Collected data

-------------------------

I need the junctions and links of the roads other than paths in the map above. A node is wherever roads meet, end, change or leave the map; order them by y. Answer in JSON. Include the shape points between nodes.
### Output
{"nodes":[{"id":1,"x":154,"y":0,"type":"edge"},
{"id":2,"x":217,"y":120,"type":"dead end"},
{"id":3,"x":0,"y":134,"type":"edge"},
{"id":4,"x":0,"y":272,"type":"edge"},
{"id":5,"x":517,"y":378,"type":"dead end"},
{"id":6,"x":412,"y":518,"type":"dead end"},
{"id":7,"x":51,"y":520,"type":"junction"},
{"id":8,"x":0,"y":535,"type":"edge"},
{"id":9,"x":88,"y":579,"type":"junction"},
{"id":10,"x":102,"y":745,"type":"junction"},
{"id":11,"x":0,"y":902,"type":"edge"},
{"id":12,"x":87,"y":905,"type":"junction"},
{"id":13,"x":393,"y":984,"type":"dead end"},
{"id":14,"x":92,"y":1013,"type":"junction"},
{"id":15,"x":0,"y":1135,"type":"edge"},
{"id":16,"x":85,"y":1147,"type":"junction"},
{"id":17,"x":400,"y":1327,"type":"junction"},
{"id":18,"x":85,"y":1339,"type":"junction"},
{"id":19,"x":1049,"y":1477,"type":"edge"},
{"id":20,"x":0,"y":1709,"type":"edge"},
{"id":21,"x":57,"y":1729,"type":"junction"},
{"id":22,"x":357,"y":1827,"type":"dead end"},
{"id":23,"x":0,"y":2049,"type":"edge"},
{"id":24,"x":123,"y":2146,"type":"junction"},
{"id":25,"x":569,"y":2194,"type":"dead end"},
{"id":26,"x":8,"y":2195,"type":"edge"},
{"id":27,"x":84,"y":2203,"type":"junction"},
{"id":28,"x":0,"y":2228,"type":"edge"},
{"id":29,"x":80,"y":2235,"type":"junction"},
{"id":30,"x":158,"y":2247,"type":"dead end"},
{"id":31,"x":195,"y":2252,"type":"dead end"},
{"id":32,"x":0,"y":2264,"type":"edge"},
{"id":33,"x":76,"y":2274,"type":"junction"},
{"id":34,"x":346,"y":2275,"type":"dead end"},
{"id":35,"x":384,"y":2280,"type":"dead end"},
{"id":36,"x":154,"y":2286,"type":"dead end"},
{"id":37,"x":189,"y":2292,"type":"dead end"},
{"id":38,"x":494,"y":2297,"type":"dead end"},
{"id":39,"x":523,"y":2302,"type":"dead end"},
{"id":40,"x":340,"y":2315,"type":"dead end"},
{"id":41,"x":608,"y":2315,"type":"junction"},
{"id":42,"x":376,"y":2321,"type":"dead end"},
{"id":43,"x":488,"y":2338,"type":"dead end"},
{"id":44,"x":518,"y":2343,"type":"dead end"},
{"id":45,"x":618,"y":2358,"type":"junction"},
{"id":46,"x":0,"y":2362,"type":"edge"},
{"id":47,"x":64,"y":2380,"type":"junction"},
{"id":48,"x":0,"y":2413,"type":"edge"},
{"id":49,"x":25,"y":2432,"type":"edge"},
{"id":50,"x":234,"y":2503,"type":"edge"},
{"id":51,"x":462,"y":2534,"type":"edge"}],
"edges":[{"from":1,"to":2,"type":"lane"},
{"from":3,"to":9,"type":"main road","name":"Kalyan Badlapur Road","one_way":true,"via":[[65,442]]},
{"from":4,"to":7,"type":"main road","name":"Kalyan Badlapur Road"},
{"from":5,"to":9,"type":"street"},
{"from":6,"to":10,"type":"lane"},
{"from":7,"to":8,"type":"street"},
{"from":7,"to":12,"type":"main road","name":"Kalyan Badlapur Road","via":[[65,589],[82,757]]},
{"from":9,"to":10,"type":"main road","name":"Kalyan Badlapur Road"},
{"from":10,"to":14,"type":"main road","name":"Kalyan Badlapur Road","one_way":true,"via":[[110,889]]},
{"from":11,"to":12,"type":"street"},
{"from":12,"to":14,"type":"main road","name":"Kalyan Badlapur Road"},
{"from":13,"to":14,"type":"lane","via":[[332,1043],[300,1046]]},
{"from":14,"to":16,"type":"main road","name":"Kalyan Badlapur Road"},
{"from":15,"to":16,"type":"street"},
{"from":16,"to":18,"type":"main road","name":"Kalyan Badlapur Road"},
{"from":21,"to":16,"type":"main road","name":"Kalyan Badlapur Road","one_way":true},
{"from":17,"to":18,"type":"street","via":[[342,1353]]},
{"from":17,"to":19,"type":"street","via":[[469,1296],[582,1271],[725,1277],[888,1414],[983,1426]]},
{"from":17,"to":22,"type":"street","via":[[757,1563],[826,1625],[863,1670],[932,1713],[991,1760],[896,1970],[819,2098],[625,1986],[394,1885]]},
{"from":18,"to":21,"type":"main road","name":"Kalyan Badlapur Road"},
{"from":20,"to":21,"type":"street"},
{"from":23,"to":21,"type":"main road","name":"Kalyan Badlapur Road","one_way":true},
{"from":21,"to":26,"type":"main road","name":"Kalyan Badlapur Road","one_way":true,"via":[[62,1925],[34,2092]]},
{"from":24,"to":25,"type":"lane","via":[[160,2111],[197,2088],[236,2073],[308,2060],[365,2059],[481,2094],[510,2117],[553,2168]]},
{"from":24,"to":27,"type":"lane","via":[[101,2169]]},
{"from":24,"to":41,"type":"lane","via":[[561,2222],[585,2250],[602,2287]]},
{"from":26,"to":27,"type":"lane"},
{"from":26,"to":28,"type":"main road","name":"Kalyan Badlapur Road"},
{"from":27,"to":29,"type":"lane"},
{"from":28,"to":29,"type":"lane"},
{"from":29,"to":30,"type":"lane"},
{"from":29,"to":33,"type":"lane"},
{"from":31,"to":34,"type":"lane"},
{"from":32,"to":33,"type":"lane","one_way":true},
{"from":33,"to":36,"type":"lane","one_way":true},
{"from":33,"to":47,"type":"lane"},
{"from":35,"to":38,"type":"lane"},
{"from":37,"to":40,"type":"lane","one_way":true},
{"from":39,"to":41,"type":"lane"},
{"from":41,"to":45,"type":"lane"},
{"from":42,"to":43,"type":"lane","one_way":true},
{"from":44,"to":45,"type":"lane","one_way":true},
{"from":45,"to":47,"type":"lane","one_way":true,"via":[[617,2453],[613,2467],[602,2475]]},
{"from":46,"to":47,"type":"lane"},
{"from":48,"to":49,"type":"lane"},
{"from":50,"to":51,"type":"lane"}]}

-------------------------

**Assignment:**
Copy out every line of the records that the string "street" appears in.

**Reply to the exercise:**
{"from":5,"to":9,"type":"street"},
{"from":7,"to":8,"type":"street"},
{"from":11,"to":12,"type":"street"},
{"from":15,"to":16,"type":"street"},
{"from":17,"to":18,"type":"street","via":[[342,1353]]},
{"from":17,"to":19,"type":"street","via":[[469,1296],[582,1271],[725,1277],[888,1414],[983,1426]]},
{"from":17,"to":22,"type":"street","via":[[757,1563],[826,1625],[863,1670],[932,1713],[991,1760],[896,1970],[819,2098],[625,1986],[394,1885]]},
{"from":20,"to":21,"type":"street"},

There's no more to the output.